Description of the task: Those lines of the material below that fall between its first line and the line with "SkFont result(fontMgr->matchFamilyStyle(family, style), size);", both included, are to be repeated exactly.

Data in this exercise:
◇ ◇ ◇ ◇
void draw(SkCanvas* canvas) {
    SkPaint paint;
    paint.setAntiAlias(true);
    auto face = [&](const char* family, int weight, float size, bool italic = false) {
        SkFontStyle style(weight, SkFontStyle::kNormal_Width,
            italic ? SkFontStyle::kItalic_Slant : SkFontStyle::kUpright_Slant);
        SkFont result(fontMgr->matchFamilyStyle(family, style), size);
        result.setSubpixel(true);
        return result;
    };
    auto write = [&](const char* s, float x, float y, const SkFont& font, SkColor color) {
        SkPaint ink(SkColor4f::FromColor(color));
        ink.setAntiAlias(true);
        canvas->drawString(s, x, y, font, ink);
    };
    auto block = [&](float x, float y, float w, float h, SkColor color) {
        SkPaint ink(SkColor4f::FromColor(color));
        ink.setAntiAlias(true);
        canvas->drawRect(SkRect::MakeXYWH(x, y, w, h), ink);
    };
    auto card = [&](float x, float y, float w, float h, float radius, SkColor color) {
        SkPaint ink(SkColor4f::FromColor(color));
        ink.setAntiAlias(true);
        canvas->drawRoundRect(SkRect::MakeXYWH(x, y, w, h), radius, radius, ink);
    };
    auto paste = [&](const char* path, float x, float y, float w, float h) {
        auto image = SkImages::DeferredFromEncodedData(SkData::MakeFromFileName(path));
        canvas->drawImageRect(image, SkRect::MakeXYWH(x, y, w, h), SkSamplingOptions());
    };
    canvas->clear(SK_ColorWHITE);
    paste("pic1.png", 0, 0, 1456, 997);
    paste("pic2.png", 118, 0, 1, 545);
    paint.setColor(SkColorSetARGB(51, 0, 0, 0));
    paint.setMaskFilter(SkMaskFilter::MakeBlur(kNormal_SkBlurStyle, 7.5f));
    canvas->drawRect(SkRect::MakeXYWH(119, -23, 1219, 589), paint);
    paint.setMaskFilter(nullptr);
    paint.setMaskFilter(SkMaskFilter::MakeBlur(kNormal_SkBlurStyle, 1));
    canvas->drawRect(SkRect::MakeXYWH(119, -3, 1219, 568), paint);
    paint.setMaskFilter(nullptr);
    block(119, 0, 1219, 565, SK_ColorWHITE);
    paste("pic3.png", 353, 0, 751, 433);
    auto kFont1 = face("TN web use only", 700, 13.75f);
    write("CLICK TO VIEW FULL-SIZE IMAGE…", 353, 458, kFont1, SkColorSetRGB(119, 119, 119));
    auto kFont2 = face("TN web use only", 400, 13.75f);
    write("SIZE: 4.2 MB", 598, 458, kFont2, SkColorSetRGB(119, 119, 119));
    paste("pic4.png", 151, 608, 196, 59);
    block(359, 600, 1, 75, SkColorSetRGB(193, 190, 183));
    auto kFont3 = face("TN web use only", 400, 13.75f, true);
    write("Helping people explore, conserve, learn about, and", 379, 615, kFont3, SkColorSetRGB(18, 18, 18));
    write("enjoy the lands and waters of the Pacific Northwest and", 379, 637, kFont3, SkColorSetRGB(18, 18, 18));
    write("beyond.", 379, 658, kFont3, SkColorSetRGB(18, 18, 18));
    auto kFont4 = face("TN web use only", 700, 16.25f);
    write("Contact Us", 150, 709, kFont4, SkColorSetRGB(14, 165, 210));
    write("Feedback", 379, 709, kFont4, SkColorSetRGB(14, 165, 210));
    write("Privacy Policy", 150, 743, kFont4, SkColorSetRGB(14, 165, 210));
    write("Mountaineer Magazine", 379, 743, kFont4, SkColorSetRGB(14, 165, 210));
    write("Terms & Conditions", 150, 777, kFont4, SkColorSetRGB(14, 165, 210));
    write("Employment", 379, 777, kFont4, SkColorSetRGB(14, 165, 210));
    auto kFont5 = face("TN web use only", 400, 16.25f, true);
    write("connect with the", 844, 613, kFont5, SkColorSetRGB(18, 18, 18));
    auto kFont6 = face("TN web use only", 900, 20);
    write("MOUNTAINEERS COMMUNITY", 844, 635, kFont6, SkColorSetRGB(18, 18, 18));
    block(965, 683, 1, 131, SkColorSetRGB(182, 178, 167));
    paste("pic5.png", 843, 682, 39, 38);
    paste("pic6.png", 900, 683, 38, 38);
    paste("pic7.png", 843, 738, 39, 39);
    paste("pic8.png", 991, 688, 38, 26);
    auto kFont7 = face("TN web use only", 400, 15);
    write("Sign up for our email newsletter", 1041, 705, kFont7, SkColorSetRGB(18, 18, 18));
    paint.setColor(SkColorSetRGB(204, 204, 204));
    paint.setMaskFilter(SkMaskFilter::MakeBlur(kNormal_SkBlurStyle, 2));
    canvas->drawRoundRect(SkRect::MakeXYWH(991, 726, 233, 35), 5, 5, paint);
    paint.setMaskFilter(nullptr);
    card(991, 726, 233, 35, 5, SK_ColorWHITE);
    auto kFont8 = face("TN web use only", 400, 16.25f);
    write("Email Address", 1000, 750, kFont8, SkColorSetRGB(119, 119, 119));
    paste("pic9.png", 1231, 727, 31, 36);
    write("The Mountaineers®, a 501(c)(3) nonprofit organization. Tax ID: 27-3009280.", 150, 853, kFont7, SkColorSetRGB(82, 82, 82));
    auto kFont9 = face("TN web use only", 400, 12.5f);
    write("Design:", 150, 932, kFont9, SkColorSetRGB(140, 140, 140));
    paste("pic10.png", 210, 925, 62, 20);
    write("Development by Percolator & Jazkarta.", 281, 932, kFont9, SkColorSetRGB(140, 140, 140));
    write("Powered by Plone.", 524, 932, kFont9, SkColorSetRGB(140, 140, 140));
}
◇ ◇ ◇ ◇
Solution:
void draw(SkCanvas* canvas) {
    SkPaint paint;
    paint.setAntiAlias(true);
    auto face = [&](const char* family, int weight, float size, bool italic = false) {
        SkFontStyle style(weight, SkFontStyle::kNormal_Width,
            italic ? SkFontStyle::kItalic_Slant : SkFontStyle::kUpright_Slant);
        SkFont result(fontMgr->matchFamilyStyle(family, style), size);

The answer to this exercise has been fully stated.